The “Israelization” of the American police begins in the wake of 9/11, but three key developments in the US explain why. First, by 9/11 the debilitating effects of neoliberalism, starting in the Reagan Administration but already creating huge social and income disparities in the Bush and Clinton years. They began calling for “law and order,” domestic wars (on drugs, on crime, on “radicals”) and a need to control and pacify an ever-growing precariat, under-employed, under-paid middle-class people, the “working poor, and the largely racialized actually poor. Capitalism’s enforcers are the police.
Second, by 9/11 the US had lost the Soviet Union and communism as an external/internal threat that could be exploited to justify repressive, anti-democratic policies at home. While the threat of “terrorists” had become a minor issue in Clinton’s time, it was not tied strongly to the domestic arena. That tie-in, the third source of police “Israelization,” came with 9/11. The Patriot Act, which until today fundamentally curtails American civil rights and due process, was enacted less than two months later. Clearly it was in the drawer waiting for its opportunity. And again, policing becomes the vehicle for a wholly new para-military task: “homeland security.”
This was the backdrop. It was not an Israeli creation. But Israel been a Security State since its founding in 1948 – I would even put its roots as a highly-militarized society back to the start of the twentieth century. It has been over the past 125 years of settler colonialism that the Israeli Security State emerged. Israel’s ongoing war against the internal/external Palestinian people/enemy, with all the inherent insecurity and preoccupation with security that engenders, placed it just where post-9/11 America wanted to be. Israel provided the US – and particularly the US police and security agencies – with ready-made policies, doctrines, para-military structures, and weaponry they lacked but needed in order to construct an American Security State. Israel provided the model and the hardware.
But what was the problem? Why couldn’t the US just enact the policies, create the structure and produce the weapons conducive to a Security State, especially now that it has the “homeland security” justification? The answer is akin to the notion of color-blindness. In The New Jim Crow, Michelle Alexander describes the dilemma of enforcing policies of racial repression at a time (from the 1960s and ‘70s) when outright expressions of racism were no longer acceptable. She documents how the War on Drugs co-opted the racial agenda but under the rubric of fighting drugs, which few could argue with. The US had the same problem in its transition to a Security State. How could it subordinate civil liberties in favor of policing while retaining its image as a democracy?
Specifically, the “problem” facing the US in empowering its police to engage in homeland security was the wall erected by the Posse Comitatus Act of 1878. Like similar laws and regulations in other European states, the Posse Act strictly separates domestic law enforcement (internal security) from the deployment of the military (external security). It looks something like this:
This doesn’t mean that the military cannot be deployed domestically. The National Guard plays that role occasionally. But for the real military to be called out, as Trump tried to do in Washington, DC, an obscure 1807 Insurrection Act had to be invoked, and the Pentagon refused.
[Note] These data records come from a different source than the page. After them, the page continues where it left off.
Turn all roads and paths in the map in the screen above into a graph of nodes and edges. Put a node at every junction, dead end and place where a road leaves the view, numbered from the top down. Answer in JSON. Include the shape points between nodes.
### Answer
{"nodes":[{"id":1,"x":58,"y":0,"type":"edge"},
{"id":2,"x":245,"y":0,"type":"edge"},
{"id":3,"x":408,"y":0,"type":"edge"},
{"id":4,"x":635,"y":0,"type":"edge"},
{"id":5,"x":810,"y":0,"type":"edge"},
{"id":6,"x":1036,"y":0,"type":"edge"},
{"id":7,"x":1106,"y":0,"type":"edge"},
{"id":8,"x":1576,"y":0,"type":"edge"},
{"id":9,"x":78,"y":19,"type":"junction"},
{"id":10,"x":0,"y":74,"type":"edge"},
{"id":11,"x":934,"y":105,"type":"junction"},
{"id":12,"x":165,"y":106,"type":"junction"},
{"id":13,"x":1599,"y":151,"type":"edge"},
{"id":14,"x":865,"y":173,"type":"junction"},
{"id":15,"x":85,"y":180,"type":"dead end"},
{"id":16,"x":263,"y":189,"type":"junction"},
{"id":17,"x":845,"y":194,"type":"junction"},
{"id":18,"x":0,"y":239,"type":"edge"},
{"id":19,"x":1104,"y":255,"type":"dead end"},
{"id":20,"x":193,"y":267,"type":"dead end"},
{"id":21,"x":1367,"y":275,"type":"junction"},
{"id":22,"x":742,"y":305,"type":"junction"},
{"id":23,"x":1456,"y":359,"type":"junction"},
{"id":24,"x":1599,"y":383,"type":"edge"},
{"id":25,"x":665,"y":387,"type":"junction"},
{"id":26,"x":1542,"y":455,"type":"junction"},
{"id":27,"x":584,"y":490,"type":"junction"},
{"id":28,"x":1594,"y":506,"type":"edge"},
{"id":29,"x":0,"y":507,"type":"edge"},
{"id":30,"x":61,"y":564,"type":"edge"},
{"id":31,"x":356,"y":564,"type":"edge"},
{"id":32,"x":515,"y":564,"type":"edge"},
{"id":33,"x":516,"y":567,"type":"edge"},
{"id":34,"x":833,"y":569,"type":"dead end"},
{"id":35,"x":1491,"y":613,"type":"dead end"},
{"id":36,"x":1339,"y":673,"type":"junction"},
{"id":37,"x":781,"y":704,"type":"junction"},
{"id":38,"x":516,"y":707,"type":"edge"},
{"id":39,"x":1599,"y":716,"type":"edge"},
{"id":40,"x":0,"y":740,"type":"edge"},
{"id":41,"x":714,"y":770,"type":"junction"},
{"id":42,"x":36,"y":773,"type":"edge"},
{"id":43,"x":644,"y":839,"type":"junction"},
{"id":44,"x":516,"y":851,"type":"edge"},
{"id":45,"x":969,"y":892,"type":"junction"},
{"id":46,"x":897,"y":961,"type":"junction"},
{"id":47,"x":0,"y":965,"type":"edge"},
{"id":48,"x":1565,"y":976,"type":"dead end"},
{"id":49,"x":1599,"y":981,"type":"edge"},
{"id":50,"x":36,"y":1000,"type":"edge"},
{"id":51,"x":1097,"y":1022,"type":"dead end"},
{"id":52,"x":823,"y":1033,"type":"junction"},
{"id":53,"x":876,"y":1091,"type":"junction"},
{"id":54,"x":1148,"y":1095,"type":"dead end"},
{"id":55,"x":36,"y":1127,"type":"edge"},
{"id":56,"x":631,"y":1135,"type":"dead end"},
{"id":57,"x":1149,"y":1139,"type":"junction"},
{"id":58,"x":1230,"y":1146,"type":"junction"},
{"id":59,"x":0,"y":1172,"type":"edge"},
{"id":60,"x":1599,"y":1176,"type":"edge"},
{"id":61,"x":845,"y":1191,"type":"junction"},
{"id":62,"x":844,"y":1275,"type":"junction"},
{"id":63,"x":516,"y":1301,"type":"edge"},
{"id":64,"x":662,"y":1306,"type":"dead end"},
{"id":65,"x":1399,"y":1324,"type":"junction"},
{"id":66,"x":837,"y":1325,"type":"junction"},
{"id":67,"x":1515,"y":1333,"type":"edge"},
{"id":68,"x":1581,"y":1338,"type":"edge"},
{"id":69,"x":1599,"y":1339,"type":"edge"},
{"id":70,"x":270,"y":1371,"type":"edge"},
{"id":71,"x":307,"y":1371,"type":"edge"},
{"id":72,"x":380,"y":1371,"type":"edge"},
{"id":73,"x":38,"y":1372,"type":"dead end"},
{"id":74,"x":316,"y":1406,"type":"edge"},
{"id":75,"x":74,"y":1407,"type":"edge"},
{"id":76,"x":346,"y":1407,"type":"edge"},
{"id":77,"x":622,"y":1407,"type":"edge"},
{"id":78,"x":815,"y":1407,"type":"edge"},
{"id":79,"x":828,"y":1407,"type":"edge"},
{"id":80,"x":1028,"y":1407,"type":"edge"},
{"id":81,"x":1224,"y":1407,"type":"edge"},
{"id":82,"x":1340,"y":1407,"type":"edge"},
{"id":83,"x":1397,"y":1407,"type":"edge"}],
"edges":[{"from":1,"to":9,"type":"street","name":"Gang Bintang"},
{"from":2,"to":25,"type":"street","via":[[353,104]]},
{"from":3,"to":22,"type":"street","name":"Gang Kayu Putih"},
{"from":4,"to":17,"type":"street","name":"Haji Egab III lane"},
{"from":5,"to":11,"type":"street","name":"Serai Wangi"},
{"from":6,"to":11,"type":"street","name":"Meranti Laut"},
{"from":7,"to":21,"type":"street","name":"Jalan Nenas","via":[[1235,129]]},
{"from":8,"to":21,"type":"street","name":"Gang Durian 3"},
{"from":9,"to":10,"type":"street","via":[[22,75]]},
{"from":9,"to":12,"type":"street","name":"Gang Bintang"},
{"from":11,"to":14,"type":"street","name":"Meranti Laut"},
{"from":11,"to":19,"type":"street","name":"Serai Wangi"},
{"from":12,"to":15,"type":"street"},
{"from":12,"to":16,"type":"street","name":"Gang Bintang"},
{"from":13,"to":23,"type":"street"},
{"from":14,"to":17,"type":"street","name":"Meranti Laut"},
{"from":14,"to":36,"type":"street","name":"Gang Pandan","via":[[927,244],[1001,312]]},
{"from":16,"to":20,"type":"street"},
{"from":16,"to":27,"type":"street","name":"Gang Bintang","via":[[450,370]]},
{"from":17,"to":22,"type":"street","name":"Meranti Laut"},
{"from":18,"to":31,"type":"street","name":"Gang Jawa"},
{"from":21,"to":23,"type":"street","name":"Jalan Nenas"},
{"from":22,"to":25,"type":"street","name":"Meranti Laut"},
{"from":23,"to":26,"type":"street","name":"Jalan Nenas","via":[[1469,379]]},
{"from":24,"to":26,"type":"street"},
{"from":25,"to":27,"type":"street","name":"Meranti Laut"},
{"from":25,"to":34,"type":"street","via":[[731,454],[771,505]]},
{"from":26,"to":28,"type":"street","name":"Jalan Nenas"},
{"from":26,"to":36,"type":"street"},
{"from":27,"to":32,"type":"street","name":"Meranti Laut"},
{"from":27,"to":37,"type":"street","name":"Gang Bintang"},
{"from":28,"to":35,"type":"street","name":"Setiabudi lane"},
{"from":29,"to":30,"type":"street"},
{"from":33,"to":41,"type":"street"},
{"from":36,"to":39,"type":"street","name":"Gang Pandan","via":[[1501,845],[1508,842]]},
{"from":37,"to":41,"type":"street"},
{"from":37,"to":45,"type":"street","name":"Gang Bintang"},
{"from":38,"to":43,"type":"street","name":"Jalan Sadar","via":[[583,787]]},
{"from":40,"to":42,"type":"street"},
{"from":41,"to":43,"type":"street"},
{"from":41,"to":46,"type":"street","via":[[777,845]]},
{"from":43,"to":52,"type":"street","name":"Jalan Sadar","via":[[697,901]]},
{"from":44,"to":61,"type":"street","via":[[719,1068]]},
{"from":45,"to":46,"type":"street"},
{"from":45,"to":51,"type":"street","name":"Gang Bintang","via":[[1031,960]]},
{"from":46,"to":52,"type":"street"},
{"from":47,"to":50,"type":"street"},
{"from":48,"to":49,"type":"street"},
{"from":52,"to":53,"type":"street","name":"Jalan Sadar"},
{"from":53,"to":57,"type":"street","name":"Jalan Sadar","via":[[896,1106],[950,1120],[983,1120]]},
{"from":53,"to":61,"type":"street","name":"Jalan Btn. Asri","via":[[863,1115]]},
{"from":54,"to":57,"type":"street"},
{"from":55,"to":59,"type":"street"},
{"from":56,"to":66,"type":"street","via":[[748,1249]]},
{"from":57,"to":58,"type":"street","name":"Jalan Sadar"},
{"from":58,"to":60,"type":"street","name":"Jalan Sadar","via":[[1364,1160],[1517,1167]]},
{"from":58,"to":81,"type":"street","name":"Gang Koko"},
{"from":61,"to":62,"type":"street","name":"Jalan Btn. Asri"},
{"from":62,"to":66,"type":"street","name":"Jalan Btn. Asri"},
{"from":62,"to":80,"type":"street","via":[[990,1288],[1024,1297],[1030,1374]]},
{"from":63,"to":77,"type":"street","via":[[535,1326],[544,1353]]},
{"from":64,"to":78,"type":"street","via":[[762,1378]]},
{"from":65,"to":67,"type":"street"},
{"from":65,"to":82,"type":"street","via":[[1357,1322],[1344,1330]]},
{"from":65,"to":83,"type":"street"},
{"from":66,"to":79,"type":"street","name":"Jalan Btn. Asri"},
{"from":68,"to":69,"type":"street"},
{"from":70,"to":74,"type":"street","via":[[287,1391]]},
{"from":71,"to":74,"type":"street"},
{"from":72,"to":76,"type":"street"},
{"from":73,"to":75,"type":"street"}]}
So even though US companies have the capability of producing military weapons, the “wall” has placed constraints on them from developing military-style police arms. This opens a huge market for Israel, not only custom-tailoring military weapons for law enforcement, but for the civilian market as well. The Israeli Weapons Industry (IWI) has opened a manufacturing plant in Middletown, PA, where it produces, for example, a pistol-sized Uzi submachine gun or police. That plant produces a wide variety of militarized weapons for law enforcement, including lines of Galil and Tavor assault rifles and a tactical rifle called the Zion-15. (Take a look at the IWI US website.) Israel is also the world’s leader in drones, producing 60% of the global market. Drones are becoming staples of US police departments, but here, too, the “wall” poses a challenge: drones are commonly used for surveillance, but weaponized drones are still forbidden to US police.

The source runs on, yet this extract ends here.